The distribution of the fat macro in grams play a big part. As seen above, it’s more common for recipes to have more fat. Additionally, this isn’t monotone decreasing and certain amounts of fat seem to be more common than others.
The distribution of the other numerical columns resembeled a normal distribution. Interestingly enough, while the variance in the number of steps is slightly greater, they both share the same mean. Here’s the distribution of the number of ingredients.
Here’s the distribution of the number of steps.
Bivariate Analysis
Now it’s time to see how some of these features may be correlated.
Perhaps the most obvious correlations which come to mind are those related to specific macros and calories. As you observe the following correlations, you’re encouraged to view the \(R^2\) and \(R\) score to get an idea of which macros are most closely tied to the overall calories.
The trends for sugar, sodium, and saturated fats, were simlar. All of them had a strong, positive, linear relationship with the calories macro with few outliers.

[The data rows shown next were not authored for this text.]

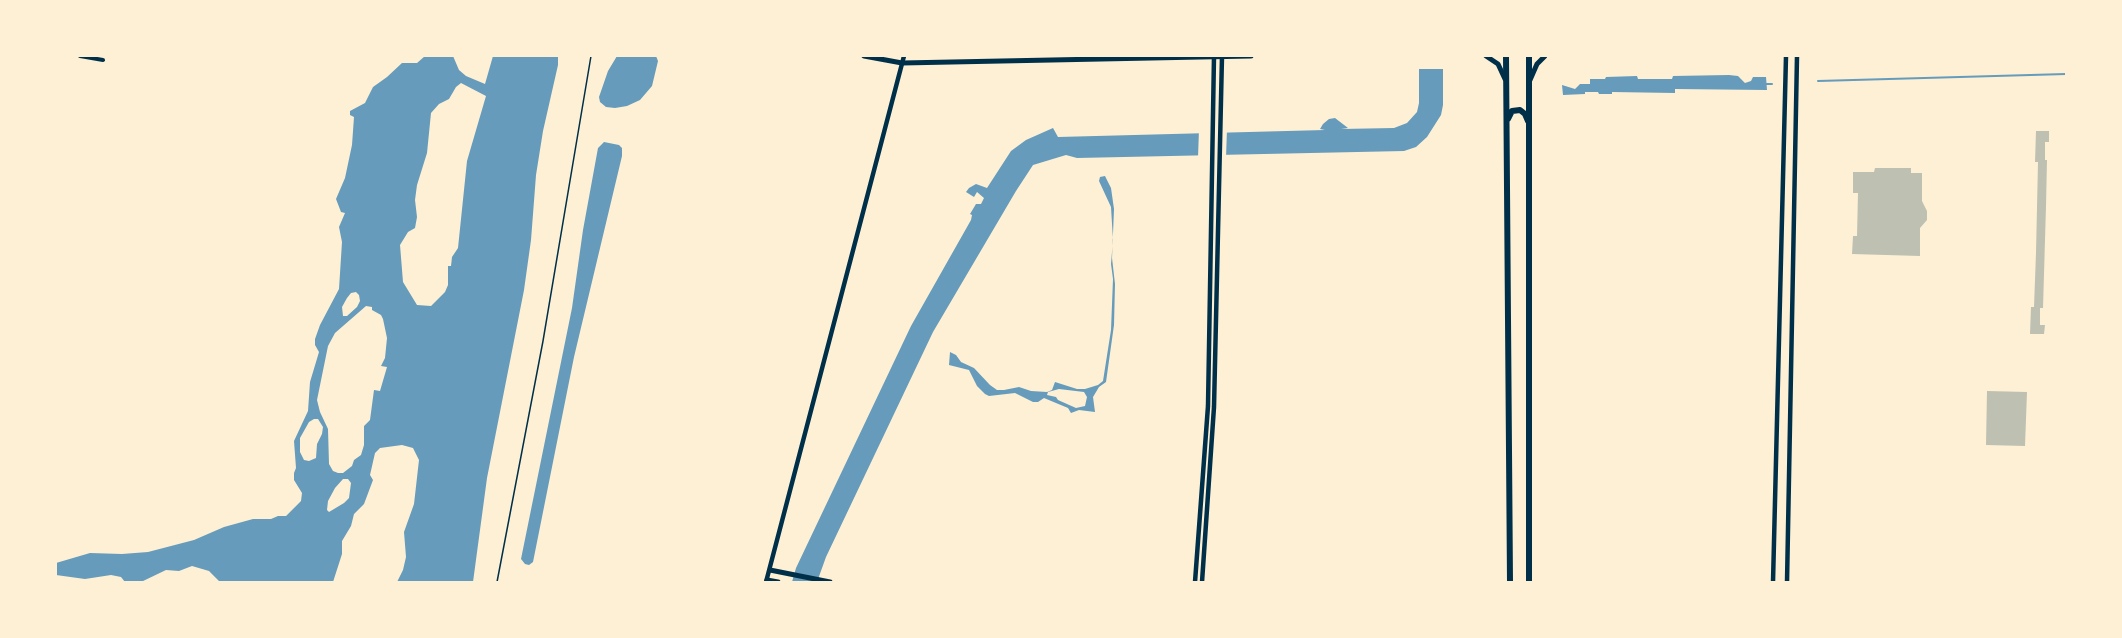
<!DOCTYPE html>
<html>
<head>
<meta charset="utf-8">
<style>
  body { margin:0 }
  #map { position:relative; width:2122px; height:638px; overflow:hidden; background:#fdf0d5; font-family:"Space Grotesk",sans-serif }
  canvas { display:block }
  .frame { position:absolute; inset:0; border:57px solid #fdf0d5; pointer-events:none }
</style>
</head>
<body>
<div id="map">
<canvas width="2122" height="638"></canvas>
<div class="frame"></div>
</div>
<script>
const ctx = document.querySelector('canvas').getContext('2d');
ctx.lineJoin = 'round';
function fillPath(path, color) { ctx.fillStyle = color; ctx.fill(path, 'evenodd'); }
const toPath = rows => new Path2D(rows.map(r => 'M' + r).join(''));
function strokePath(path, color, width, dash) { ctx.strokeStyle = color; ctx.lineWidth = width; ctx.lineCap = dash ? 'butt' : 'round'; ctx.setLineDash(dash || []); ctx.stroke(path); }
fillPath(toPath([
  [425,56,453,56,459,70,466,76,485,84,493,56,558,56,558,65,543,131,536,175,531,240,524,290,487,478,473,582,397,582,403,570,406,557,404,532,414,504,419,460,413,448,402,445,380,448,375,453,370,475,373,480,364,504,354,514,351,526,342,541,342,554,333,582,220,582,209,571,192,566,179,571,166,570,141,582,125,582,121,577,111,575,85,579,56,575,56,563,90,553,122,554,148,552,194,540,224,527,253,519,271,519,278,516,286,516,301,501,302,493,294,480,294,473,296,468,294,441,308,411,310,382,319,352,315,345,315,339,320,325,339,289,342,242,339,227,345,213,341,212,336,199,345,178,352,145,354,117,350,115,350,111,365,103,373,87,387,77,402,63,417,63],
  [461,83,486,96,467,161,458,248,452,257,451,266,448,266,448,285,445,292,431,306,417,305,403,282,400,245,408,232,415,228,417,217,415,200,417,185,427,153,431,113,439,104,449,99,456,87],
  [356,292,359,295,360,301,357,307,347,316,343,316,342,307,347,298,351,293],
  [366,306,372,307,372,310,381,315,383,319,387,338,385,358,381,366,387,367,380,391,374,390,370,420,364,426,364,445,361,455,354,460,352,466,343,473,338,473,333,471,329,464,328,429,320,412,317,400,328,346,335,333],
  [314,419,318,419,323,427,322,434,317,444,316,458,309,461,304,460,300,452,300,438,309,422],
  [343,479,348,479,351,483,349,498,344,503,329,512,327,510,328,501,335,488],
  [617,56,656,56,658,61,652,86,640,100,627,106,615,108,606,107,600,102,599,97,608,71],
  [1419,56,1443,56,1443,105,1441,115,1427,137,1416,147,1404,151,1077,158,1066,155,1033,165,1016,191,933,332,826,557,817,582,792,582,796,568,911,326,971,220,972,215,970,214,976,204,981,204,984,198,977,192,974,197,966,192,969,188,976,184,987,188,1011,151,1026,140,1053,128,1058,137,1325,130,1320,129,1323,124,1329,119,1335,118,1348,128,1341,129,1394,128,1407,123,1417,112,1419,103],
  [1729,75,1738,76,1745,83,1751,81,1753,77,1766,77,1767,90,1675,89,1675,93,1612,92,1612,94,1599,94,1598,92,1585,92,1585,94,1563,95,1562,85,1575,89,1580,84,1590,84,1590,79,1605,79,1606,77,1637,76,1638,79,1672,79,1673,76],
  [604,142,619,145,622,148,622,156,574,357,533,562,529,565,525,564,521,559,572,308,583,230,598,148],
  [1105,176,1111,188,1114,209,1112,258,1115,284,1114,325,1106,382,1099,387,1093,397,1095,412,1079,410,1071,413,1068,408,1044,398,1038,402,1033,402,1015,393,989,396,985,394,977,386,969,370,949,365,950,352,956,355,961,362,974,368,990,385,997,390,1004,390,1019,387,1031,391,1047,392,1052,390,1055,382,1077,389,1085,389,1098,385,1103,381,1111,330,1113,279,1111,264,1113,240,1111,207,1099,181,1100,177],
  [1059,389,1084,392,1087,397,1085,406,1076,408,1058,400,1056,397,1047,395,1048,392]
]), '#669bbc');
fillPath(toPath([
  [1416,56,1446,56,1446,69,1416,69],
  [1199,129,1227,129,1226,158,1198,158]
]), '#fdf0d5');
strokePath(toPath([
  [1818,81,2066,74],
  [1765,84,1772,84]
]), '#669bbc', 2);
fillPath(toPath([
  [2036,131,2049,131,2049,142,2045,142,2045,160,2047,160,2046,206,2043,308,2040,308,2040,325,2045,325,2044,334,2030,334,2031,307,2034,307,2036,253,2038,162,2035,162],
  [1875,168,1911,168,1911,173,1922,173,1922,201,1927,211,1927,220,1920,228,1920,256,1852,254,1853,236,1857,236,1858,193,1853,193,1853,172,1874,172],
  [1987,391,2027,392,2025,446,1986,445]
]), '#bec0b2');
strokePath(toPath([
  [497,582,543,341,591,56]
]), '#003049', 1.5);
strokePath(toPath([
  [80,56,103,60]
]), '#003049', 4);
strokePath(toPath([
  [766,582,904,56],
  [1195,582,1208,406,1214,56],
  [1202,582,1214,407,1222,56],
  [1773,582,1786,56],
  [1787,582,1797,56]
]), '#003049', 4.5);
strokePath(toPath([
  [864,56,902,63,1251,56],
  [1486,56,1498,64,1505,79],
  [1530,80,1537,64,1545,56],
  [770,570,830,582],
  [767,580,778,582]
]), '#003049', 5);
strokePath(toPath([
  [1506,56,1510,582],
  [1529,56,1529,582],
  [1508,119,1512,111,1520,110,1525,114,1528,121]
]), '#003049', 6);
</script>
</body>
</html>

Interestingly, as the number of ingredients increase, the amount of time taken to make the recipes in minutes tends to decrease, though the correlation is not very strong. This may not be as nutritionally relavant, but is interesting nonetheless. As expected, however, we see the opposite trend in minutes vs the number of steps as the recipes requiring more steps tend to take longer as well.
Interesting Aggregates
To undestand the relavance of the aggregates, you must be familiarized about details of the ingredients
and tag
features of the recipe dataframe.
Here’s a few of the most popular tags and the proportion of recipes which had them.
Similarly, here’s some of the popular tags!
Feel free to refer to these as you go through the rest of the analysis and creating the model. These provides key insights on nutrition.
Recipe Composition and Ingredients
Here’s the recipe composision of recipes with and without the butter
ingredient. Observe how the macros are impacted.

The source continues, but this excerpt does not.